§ **WHAT YOU ARE ASKED TO DO**
Produce an exact transcription of every entry.

[Start of section]

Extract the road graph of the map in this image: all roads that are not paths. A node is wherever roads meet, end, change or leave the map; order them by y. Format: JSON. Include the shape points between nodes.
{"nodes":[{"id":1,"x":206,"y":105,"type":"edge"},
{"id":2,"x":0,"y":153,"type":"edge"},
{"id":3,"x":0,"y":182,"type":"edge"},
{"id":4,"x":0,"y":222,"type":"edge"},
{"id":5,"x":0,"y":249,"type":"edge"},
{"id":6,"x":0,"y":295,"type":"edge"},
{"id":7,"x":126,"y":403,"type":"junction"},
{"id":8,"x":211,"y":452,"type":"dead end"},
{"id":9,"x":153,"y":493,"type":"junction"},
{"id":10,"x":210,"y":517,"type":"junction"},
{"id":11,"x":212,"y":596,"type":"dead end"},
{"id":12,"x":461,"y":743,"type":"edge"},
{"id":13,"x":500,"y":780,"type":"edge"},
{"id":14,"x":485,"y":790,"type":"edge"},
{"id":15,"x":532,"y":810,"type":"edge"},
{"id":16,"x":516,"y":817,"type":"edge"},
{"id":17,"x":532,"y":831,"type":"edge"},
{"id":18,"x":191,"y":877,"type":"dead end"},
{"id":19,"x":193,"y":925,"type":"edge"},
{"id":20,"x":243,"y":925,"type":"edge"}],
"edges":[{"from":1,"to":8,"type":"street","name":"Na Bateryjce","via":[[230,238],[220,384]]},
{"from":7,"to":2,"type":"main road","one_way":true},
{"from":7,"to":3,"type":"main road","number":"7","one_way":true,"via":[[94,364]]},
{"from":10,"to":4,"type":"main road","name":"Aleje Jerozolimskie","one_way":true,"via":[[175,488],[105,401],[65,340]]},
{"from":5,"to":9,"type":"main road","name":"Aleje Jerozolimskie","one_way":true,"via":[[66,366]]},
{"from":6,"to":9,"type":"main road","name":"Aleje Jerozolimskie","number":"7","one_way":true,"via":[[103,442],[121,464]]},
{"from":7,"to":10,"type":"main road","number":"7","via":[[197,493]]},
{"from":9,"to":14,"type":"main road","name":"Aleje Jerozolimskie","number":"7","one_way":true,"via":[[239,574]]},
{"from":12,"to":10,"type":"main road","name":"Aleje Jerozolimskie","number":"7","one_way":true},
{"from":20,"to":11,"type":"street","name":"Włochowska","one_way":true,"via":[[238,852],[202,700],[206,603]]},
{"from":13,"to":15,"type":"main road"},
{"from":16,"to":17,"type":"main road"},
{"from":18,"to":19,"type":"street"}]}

[End of section]

§ **PROBLEM SOLUTION**
Extract the road graph of the map in this image: all roads that are not paths. A node is wherever roads meet, end, change or leave the map; order them by y. Format: JSON. Include the shape points between nodes.
{"nodes":[{"id":1,"x":206,"y":105,"type":"edge"},
{"id":2,"x":0,"y":153,"type":"edge"},
{"id":3,"x":0,"y":182,"type":"edge"},
{"id":4,"x":0,"y":222,"type":"edge"},
{"id":5,"x":0,"y":249,"type":"edge"},
{"id":6,"x":0,"y":295,"type":"edge"},
{"id":7,"x":126,"y":403,"type":"junction"},
{"id":8,"x":211,"y":452,"type":"dead end"},
{"id":9,"x":153,"y":493,"type":"junction"},
{"id":10,"x":210,"y":517,"type":"junction"},
{"id":11,"x":212,"y":596,"type":"dead end"},
{"id":12,"x":461,"y":743,"type":"edge"},
{"id":13,"x":500,"y":780,"type":"edge"},
{"id":14,"x":485,"y":790,"type":"edge"},
{"id":15,"x":532,"y":810,"type":"edge"},
{"id":16,"x":516,"y":817,"type":"edge"},
{"id":17,"x":532,"y":831,"type":"edge"},
{"id":18,"x":191,"y":877,"type":"dead end"},
{"id":19,"x":193,"y":925,"type":"edge"},
{"id":20,"x":243,"y":925,"type":"edge"}],
"edges":[{"from":1,"to":8,"type":"street","name":"Na Bateryjce","via":[[230,238],[220,384]]},
{"from":7,"to":2,"type":"main road","one_way":true},
{"from":7,"to":3,"type":"main road","number":"7","one_way":true,"via":[[94,364]]},
{"from":10,"to":4,"type":"main road","name":"Aleje Jerozolimskie","one_way":true,"via":[[175,488],[105,401],[65,340]]},
{"from":5,"to":9,"type":"main road","name":"Aleje Jerozolimskie","one_way":true,"via":[[66,366]]},
{"from":6,"to":9,"type":"main road","name":"Aleje Jerozolimskie","number":"7","one_way":true,"via":[[103,442],[121,464]]},
{"from":7,"to":10,"type":"main road","number":"7","via":[[197,493]]},
{"from":9,"to":14,"type":"main road","name":"Aleje Jerozolimskie","number":"7","one_way":true,"via":[[239,574]]},
{"from":12,"to":10,"type":"main road","name":"Aleje Jerozolimskie","number":"7","one_way":true},
{"from":20,"to":11,"type":"street","name":"Włochowska","one_way":true,"via":[[238,852],[202,700],[206,603]]},
{"from":13,"to":15,"type":"main road"},
{"from":16,"to":17,"type":"main road"},
{"from":18,"to":19,"type":"street"}]}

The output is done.